### What you are asked to do
Please retype every entry as written, and keep the pictures out.

### Data for processing
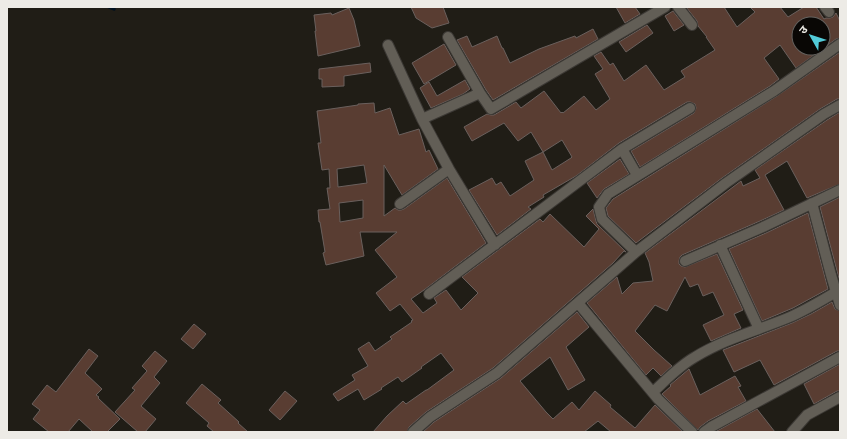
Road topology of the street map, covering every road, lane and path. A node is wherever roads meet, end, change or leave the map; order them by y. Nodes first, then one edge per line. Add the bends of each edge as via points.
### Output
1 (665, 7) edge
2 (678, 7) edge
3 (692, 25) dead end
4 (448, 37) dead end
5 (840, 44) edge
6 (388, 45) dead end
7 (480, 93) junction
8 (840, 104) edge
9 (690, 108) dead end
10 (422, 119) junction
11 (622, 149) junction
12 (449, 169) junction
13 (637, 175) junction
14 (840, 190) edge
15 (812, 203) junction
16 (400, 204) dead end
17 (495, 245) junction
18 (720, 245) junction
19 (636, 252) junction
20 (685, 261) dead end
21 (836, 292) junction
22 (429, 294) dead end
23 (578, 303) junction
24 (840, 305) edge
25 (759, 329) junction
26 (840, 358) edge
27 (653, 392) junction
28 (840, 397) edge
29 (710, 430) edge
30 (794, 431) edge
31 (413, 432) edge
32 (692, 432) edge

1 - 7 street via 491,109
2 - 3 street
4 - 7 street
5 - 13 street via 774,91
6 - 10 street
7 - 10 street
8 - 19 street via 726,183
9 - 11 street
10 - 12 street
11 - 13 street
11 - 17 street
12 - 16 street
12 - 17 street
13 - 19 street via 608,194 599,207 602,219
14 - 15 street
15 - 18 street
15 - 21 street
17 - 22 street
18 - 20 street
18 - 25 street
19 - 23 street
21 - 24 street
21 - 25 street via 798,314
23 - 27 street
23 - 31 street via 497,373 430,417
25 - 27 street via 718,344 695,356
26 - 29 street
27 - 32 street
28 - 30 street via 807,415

### Answer for this exercise
Road topology of the street map, covering every road, lane and path. A node is wherever roads meet, end, change or leave the map; order them by y. Nodes first, then one edge per line. Add the bends of each edge as via points.
### Output
1 (665, 7) edge
2 (678, 7) edge
3 (692, 25) dead end
4 (448, 37) dead end
5 (840, 44) edge
6 (388, 45) dead end
7 (480, 93) junction
8 (840, 104) edge
9 (690, 108) dead end
10 (422, 119) junction
11 (622, 149) junction
12 (449, 169) junction
13 (637, 175) junction
14 (840, 190) edge
15 (812, 203) junction
16 (400, 204) dead end
17 (495, 245) junction
18 (720, 245) junction
19 (636, 252) junction
20 (685, 261) dead end
21 (836, 292) junction
22 (429, 294) dead end
23 (578, 303) junction
24 (840, 305) edge
25 (759, 329) junction
26 (840, 358) edge
27 (653, 392) junction
28 (840, 397) edge
29 (710, 430) edge
30 (794, 431) edge
31 (413, 432) edge
32 (692, 432) edge

1 - 7 street via 491,109
2 - 3 street
4 - 7 street
5 - 13 street via 774,91
6 - 10 street
7 - 10 street
8 - 19 street via 726,183
9 - 11 street
10 - 12 street
11 - 13 street
11 - 17 street
12 - 16 street
12 - 17 street
13 - 19 street via 608,194 599,207 602,219
14 - 15 street
15 - 18 street
15 - 21 street
17 - 22 street
18 - 20 street
18 - 25 street
19 - 23 street
21 - 24 street
21 - 25 street via 798,314
23 - 27 street
23 - 31 street via 497,373 430,417
25 - 27 street via 718,344 695,356
26 - 29 street
27 - 32 street
28 - 30 street via 807,415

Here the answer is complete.